Differential modulation of human GABAC‑ρ1 receptor by sulfur‑containing compounds structurally related to taurine

Authors

Lenin David Ochoa‑de la Paz, Universidad Nacional Autónoma de México & Asociación para Evitar la Ceguera en México I.A.P. HospitalFollow
Martin González‑Andrade, Universidad Nacional Autónoma de México
Herminia Pasantes‑Morales, Instituto de Fisiología Celular, Universidad Nacional Autónoma de México
Rodrigo Franco, University of Nebraska-LincolnFollow
Rubén Zamora‑Alvarado, Asociación para Evitar la Ceguera en México I.A.P. Hospital
Edgar Zenteno, Universidad Nacional Autónoma de México
Hugo Quiroz‑Mercado, Asociación para Evitar la Ceguera en México I.A.P. Hospital
Roberto Gonzales‑Salinas, Asociación para Evitar la Ceguera en México I.A.P. Hospital
Rosario Gulias‑Cañizo, Asociación para Evitar la Ceguera en México I.A.P. Hospital

ORCID IDs

http://orcid.org/0000-0002-7561-0853

Date of this Version

2018

Citation

Ochoa‑de la Paz et al. BMC Neurosci (2018) 19:47 Page 1 of 11

Comments

The Author(s) 2018

Abstract

Background: The amino acid taurine (2-Aminoethanesulfonic acid) modulates inhibitory neurotransmitter receptors. This study aimed to determine if the dual action of taurine on GABAC- ρ1R relates to its structure. To address this, we tested the ability of the structurally related compounds homotaurine, hypotaurine, and isethionic acid to modulate GABAC- ρ1R.

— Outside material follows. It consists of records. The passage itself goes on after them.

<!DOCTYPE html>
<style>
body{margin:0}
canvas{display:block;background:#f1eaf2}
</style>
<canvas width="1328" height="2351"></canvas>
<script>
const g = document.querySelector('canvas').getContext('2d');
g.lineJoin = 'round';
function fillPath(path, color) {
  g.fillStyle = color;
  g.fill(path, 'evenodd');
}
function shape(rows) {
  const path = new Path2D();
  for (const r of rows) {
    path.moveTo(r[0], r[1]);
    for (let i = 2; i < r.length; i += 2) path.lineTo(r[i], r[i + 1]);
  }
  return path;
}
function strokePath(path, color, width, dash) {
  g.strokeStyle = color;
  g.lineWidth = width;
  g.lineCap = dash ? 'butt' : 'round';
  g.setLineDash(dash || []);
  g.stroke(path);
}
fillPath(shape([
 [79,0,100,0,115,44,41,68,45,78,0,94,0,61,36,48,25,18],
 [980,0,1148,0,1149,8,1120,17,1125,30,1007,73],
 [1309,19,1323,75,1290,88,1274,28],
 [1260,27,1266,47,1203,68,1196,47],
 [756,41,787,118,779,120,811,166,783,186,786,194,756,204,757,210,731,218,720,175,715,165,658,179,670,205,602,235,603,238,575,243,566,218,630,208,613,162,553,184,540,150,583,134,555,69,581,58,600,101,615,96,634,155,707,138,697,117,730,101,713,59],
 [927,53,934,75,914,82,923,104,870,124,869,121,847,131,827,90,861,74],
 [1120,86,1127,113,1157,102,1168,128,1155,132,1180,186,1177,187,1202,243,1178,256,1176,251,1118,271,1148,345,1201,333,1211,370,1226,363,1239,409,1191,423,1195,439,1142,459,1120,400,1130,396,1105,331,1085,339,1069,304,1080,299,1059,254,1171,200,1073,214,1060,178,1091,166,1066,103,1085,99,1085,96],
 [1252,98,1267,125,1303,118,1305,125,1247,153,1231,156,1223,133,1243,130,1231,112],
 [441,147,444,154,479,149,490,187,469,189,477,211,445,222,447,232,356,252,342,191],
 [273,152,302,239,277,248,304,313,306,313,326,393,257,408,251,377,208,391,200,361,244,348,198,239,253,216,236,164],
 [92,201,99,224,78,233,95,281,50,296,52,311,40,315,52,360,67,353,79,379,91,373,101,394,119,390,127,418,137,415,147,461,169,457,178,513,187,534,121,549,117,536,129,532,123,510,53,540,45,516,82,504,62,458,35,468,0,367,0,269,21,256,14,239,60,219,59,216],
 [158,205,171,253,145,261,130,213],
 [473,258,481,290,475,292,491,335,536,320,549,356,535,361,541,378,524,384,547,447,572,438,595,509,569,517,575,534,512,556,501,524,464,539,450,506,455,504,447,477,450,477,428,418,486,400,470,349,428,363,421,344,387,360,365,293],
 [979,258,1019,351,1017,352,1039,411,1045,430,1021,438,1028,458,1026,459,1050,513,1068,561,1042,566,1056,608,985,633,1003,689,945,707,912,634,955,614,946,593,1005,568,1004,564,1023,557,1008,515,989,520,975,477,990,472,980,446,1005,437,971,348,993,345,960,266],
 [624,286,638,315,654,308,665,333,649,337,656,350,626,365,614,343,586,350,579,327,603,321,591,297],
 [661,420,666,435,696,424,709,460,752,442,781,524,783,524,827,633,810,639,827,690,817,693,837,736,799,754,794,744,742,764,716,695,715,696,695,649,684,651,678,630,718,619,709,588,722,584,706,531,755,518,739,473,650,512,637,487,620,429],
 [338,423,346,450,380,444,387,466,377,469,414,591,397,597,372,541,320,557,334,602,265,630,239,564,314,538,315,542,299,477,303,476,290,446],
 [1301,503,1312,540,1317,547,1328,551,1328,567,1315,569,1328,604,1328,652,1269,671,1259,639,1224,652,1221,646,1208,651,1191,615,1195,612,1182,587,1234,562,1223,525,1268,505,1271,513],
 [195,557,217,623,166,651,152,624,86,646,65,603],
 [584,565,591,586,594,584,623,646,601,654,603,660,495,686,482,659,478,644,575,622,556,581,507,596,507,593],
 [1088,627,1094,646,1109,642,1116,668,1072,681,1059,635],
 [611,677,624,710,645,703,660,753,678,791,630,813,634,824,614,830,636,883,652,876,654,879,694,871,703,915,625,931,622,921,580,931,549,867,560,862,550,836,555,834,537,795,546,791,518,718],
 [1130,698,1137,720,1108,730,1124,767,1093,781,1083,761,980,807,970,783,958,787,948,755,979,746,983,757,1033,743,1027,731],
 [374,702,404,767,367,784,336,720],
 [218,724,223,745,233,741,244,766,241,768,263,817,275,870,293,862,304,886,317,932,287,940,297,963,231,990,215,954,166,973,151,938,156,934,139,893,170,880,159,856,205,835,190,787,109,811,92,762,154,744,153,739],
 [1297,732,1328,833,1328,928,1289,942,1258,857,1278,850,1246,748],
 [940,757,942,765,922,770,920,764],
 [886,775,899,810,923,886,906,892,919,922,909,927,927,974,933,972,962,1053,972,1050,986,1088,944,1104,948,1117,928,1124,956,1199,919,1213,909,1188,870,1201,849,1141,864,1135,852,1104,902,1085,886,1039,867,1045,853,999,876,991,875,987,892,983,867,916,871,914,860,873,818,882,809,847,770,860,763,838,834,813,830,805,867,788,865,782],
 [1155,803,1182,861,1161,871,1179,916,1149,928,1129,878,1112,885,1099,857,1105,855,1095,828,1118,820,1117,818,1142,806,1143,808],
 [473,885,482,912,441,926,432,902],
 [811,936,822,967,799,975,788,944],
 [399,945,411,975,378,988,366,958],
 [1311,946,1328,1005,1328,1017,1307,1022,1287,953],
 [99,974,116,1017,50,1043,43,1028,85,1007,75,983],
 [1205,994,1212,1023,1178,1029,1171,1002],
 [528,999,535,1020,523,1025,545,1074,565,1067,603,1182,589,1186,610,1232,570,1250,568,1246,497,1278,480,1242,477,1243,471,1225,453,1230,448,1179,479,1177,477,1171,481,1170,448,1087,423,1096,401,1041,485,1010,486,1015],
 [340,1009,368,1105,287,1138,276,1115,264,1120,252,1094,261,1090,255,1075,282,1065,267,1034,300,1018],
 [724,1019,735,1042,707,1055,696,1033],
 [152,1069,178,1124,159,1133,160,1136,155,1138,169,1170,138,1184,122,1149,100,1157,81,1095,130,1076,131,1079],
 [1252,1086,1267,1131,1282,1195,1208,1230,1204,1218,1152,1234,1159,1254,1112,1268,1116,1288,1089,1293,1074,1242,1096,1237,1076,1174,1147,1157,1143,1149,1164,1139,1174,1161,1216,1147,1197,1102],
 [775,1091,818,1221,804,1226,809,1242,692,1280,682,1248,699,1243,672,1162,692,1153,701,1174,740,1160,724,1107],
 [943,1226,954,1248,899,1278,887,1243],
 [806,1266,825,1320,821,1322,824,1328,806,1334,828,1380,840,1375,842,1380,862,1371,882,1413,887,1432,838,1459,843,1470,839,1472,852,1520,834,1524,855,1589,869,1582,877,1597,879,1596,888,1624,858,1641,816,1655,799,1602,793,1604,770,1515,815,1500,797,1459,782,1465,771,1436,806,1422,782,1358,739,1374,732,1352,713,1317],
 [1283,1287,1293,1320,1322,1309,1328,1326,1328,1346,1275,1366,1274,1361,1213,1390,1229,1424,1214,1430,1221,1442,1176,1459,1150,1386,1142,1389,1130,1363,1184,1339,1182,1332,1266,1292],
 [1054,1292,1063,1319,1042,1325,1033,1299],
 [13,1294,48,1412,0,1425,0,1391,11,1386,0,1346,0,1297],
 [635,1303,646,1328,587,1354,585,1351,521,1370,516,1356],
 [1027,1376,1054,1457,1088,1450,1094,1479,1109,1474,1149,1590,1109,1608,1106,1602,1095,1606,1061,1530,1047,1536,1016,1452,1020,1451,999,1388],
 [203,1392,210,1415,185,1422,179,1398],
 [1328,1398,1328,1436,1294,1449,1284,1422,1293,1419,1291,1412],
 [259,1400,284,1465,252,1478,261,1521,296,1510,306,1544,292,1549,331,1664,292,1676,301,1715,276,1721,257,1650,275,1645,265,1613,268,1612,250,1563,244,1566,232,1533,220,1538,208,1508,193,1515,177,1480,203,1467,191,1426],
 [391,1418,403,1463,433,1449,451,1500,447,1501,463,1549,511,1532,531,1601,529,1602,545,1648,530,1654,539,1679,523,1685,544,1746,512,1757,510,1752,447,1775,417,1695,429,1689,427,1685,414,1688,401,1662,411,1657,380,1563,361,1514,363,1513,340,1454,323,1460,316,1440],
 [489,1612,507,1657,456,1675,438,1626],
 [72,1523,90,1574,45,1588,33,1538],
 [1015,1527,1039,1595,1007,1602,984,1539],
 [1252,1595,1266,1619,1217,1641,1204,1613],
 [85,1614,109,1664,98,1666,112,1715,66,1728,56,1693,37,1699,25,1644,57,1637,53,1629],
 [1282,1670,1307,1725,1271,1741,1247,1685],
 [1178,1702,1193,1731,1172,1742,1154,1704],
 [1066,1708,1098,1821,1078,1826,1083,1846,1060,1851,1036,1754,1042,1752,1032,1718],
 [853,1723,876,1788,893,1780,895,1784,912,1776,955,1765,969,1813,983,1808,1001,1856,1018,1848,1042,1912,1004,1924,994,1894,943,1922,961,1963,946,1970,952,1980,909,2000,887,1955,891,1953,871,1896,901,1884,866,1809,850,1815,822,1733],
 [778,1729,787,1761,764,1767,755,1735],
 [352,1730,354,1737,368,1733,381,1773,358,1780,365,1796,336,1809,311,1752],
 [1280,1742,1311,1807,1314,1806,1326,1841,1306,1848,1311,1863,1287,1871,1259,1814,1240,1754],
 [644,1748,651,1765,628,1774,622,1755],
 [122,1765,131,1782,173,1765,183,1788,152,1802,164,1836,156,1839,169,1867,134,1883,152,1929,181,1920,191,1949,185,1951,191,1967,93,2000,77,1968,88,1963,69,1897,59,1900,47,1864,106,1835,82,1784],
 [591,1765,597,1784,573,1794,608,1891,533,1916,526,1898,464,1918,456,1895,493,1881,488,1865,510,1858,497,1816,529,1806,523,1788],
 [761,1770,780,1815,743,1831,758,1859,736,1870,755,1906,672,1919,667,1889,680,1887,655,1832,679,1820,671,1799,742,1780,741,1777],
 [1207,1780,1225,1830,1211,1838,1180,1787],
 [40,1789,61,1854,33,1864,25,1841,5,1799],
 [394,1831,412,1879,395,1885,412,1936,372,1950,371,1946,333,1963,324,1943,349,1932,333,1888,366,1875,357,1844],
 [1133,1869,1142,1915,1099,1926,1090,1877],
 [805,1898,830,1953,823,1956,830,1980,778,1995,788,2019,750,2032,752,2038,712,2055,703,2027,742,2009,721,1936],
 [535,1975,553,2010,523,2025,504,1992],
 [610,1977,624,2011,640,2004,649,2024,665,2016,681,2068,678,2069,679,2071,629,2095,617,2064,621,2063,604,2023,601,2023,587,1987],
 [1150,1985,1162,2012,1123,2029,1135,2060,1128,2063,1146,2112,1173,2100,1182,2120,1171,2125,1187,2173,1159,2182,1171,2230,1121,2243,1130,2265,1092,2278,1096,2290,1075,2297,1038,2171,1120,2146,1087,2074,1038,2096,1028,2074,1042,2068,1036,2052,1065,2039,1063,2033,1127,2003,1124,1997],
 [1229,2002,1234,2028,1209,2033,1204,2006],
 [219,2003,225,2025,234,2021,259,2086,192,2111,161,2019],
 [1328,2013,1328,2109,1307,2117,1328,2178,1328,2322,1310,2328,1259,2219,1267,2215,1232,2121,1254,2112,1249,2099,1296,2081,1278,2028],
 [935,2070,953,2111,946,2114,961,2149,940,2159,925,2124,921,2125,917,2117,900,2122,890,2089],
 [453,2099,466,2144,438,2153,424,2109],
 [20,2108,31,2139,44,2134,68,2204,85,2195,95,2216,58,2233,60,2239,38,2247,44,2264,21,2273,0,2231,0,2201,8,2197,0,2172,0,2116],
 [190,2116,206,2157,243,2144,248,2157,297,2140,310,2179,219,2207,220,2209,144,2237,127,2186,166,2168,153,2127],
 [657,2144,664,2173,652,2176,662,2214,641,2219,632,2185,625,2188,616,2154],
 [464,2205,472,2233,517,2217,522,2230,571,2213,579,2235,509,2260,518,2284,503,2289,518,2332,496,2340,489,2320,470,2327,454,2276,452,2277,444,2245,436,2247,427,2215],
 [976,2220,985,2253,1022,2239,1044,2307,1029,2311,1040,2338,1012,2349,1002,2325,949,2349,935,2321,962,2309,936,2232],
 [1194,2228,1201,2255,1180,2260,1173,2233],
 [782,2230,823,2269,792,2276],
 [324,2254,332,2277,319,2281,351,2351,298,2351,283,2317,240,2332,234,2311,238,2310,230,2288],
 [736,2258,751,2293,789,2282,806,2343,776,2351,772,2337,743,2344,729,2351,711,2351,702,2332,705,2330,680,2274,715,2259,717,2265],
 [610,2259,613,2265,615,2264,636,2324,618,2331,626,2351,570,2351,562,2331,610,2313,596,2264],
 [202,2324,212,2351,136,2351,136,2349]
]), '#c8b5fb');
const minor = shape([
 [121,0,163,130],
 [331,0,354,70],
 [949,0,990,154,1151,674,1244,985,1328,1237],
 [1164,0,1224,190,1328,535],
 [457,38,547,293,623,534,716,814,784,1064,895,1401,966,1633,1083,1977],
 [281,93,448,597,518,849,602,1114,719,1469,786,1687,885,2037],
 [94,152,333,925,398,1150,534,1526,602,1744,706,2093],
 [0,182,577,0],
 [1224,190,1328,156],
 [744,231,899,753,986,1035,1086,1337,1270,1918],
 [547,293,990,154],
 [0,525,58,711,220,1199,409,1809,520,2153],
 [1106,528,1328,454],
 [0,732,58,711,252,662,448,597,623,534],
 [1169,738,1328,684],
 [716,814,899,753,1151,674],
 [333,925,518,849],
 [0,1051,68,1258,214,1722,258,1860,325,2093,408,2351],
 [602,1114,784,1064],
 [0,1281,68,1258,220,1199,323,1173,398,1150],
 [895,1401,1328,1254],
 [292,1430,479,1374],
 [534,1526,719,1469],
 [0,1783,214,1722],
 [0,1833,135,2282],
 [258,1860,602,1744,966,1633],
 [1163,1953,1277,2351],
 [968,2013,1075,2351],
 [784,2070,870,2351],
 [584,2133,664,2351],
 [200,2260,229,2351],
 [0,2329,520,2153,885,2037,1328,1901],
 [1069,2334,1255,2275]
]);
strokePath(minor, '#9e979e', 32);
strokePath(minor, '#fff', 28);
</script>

Results: In Xenopus laevis oocytes, hypotaurine and homotaurine partially activate heterologously expressed GABAC- ρ1R, showing an increment in its deactivation time with no changes in channel permeability, whereas isethionic acid showed no effect. Competitive assays suggest that hypotaurine and homotaurine compete for the GABA-binding site. In addition, their effects were blocked by the ion-channel blockers picrotixin and Methyl(1,2,5,6- tetrahydropyridine-4-yl) phosphinic acid. In contrast to taurine, co-application of GABA with hypotaurine or homotaurine revealed that the dual effect is present separately for each compound: hypotaurine modulates positively the GABA current, while homotaurine shows a negative modulation, both in a dose-dependent manner. Interestingly, homotaurine diminished hypotaurine-induced currents. Thus, these results strongly suggest a competitive interaction between GABA and homotaurine or hypotaurine for the same binding site. “In silico” modeling confirms these observations, but it also shows a second binding site for homotaurine, which could explain the negative effect of this compound on the current generated by GABA or hypotaurine, during co-application protocols.

Conclusions: The sulfur-containing compounds structurally related to taurine are partial agonists of GABAC- ρ1R that occupy the agonist binding site. The dual effect is unique to taurine, whereas in the case of hypotaurine and homotaurine it presents separately; hypotaurine increases and homotaurine decreases the GABA current.